_DIRECTIONS_. Copy whichever lines of the data hold the word "them".

_RECORDS SUPPLIED_.

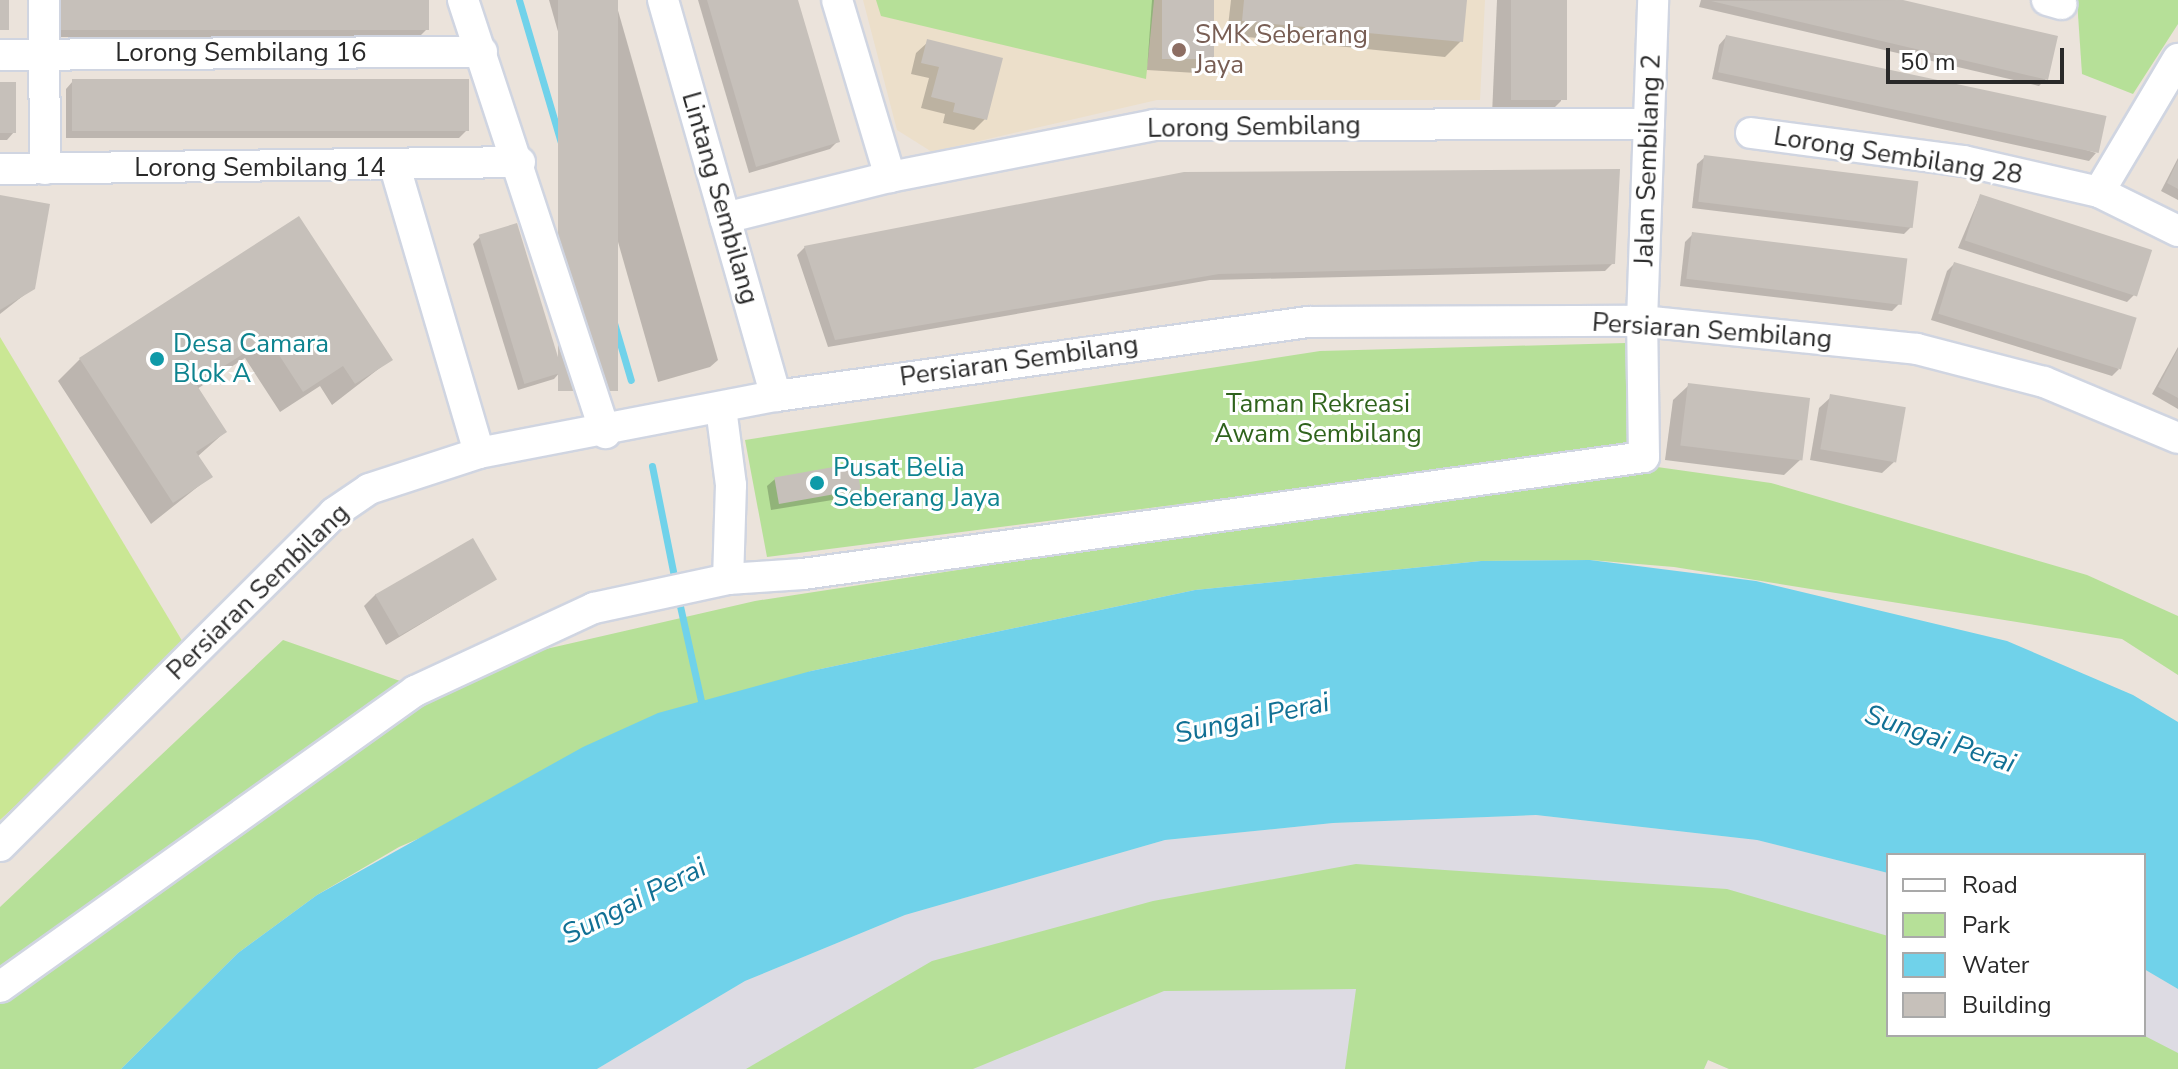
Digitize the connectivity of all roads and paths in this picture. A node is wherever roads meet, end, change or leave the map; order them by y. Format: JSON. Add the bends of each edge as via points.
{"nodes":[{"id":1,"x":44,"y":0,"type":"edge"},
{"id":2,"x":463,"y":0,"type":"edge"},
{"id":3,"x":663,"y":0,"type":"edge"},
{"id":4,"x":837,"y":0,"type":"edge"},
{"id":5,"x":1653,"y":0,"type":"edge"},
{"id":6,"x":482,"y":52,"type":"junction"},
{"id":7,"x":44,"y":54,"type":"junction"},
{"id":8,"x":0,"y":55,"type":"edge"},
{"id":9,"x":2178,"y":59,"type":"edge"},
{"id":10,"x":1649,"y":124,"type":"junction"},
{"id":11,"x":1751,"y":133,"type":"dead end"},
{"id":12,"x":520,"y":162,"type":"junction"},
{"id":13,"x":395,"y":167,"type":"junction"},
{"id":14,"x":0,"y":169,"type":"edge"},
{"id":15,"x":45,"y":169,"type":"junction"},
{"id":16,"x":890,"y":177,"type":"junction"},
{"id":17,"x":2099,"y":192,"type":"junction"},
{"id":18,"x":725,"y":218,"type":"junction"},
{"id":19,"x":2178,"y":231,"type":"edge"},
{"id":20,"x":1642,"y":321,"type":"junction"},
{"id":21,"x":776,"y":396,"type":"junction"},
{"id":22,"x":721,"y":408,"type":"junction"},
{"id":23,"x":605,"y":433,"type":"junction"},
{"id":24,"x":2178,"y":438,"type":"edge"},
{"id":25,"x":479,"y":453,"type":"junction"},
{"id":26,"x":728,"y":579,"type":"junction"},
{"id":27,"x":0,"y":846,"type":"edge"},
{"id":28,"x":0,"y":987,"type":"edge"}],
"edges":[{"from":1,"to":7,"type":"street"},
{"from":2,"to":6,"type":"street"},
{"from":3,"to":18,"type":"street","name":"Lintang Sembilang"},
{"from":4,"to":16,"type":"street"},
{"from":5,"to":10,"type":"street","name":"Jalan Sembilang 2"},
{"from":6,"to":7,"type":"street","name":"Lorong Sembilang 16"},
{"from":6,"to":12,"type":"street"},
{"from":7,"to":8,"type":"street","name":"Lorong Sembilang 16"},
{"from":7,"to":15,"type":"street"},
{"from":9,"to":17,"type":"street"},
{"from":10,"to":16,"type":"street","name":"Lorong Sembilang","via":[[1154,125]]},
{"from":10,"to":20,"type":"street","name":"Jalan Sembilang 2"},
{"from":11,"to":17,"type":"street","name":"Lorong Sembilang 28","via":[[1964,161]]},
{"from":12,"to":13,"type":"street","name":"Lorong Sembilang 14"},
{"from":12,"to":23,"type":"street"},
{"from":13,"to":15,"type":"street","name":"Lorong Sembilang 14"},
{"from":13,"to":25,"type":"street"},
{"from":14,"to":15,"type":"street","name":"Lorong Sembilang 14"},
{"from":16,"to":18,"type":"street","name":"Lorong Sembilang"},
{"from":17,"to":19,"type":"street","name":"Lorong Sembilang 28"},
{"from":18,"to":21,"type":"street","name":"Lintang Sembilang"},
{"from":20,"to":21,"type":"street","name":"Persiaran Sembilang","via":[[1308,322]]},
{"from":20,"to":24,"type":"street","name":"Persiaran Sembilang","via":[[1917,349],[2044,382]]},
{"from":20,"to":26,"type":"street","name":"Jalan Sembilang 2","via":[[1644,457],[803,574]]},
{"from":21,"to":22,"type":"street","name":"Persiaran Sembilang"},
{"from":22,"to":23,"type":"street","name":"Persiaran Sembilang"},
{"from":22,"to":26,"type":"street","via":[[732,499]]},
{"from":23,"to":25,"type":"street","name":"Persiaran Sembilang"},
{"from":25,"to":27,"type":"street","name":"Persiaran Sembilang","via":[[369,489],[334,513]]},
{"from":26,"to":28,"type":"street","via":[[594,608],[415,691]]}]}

---

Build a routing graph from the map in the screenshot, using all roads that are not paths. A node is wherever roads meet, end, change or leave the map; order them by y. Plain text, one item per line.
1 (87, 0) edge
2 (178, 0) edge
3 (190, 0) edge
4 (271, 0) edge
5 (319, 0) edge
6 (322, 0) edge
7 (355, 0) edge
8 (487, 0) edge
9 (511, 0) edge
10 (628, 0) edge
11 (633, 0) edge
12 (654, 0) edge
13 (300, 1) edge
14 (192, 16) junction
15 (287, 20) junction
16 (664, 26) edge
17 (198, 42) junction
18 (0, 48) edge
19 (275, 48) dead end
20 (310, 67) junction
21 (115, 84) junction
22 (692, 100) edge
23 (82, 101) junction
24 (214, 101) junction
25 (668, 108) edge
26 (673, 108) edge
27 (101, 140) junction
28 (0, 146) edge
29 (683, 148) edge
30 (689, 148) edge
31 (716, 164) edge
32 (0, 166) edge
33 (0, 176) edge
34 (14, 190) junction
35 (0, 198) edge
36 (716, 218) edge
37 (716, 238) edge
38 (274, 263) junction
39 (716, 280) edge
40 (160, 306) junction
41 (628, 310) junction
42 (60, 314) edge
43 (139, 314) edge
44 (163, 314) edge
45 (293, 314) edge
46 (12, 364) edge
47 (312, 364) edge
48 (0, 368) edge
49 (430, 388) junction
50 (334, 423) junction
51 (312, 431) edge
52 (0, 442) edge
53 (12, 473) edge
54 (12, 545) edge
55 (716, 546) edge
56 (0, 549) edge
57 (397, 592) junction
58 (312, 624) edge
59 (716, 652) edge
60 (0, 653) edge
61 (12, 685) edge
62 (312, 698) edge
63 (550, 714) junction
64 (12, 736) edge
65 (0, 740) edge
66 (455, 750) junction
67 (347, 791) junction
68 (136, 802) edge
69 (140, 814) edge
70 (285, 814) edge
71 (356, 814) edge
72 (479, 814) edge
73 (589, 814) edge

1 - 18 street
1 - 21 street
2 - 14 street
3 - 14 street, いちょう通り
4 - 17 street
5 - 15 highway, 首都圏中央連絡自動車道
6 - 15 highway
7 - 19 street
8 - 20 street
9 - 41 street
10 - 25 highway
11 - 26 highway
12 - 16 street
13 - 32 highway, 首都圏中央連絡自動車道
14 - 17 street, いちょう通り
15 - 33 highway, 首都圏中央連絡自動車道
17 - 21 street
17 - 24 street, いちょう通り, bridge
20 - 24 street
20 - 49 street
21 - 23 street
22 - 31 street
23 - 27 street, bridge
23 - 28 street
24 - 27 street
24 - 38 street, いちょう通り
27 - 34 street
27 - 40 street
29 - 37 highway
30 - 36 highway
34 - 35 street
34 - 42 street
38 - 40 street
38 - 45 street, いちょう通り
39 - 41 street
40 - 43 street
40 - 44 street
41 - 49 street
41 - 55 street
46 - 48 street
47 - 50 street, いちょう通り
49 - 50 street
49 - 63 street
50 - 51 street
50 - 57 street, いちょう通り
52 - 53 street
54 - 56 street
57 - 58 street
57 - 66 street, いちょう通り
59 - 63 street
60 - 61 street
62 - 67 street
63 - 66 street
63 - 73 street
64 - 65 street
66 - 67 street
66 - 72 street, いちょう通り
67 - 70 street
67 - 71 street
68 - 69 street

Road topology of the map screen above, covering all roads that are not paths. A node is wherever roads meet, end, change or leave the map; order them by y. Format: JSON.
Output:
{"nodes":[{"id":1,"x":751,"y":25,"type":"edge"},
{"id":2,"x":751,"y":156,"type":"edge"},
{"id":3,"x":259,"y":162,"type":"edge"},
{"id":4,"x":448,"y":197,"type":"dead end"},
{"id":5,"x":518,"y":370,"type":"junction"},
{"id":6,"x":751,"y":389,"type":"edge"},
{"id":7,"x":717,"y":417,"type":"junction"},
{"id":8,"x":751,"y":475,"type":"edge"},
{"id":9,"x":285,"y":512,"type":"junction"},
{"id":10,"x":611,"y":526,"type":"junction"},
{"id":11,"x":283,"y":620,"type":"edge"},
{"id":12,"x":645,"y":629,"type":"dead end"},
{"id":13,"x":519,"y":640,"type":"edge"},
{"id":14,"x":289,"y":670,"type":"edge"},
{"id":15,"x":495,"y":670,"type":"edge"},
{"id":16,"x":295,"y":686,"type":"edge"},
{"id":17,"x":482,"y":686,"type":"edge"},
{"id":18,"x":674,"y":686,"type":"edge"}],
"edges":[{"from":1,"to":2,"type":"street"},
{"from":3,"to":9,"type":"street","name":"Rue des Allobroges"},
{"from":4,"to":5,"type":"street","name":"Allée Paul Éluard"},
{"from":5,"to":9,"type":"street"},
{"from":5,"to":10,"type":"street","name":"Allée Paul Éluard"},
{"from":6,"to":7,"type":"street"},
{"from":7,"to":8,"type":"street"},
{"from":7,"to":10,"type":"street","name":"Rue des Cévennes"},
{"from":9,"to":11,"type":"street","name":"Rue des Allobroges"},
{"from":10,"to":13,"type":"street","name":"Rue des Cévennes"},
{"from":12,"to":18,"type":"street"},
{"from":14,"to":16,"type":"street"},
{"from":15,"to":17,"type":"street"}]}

_EXERCISE OUTPUT_.
Digitize the connectivity of all roads and paths in this picture. A node is wherever roads meet, end, change or leave the map; order them by y. Format: JSON. Add the bends of each edge as via points.
Build a routing graph from the map in the screenshot, using all roads that are not paths. A node is wherever roads meet, end, change or leave the map; order them by y. Plain text, one item per line.
Road topology of the map screen above, covering all roads that are not paths. A node is wherever roads meet, end, change or leave the map; order them by y. Format: JSON.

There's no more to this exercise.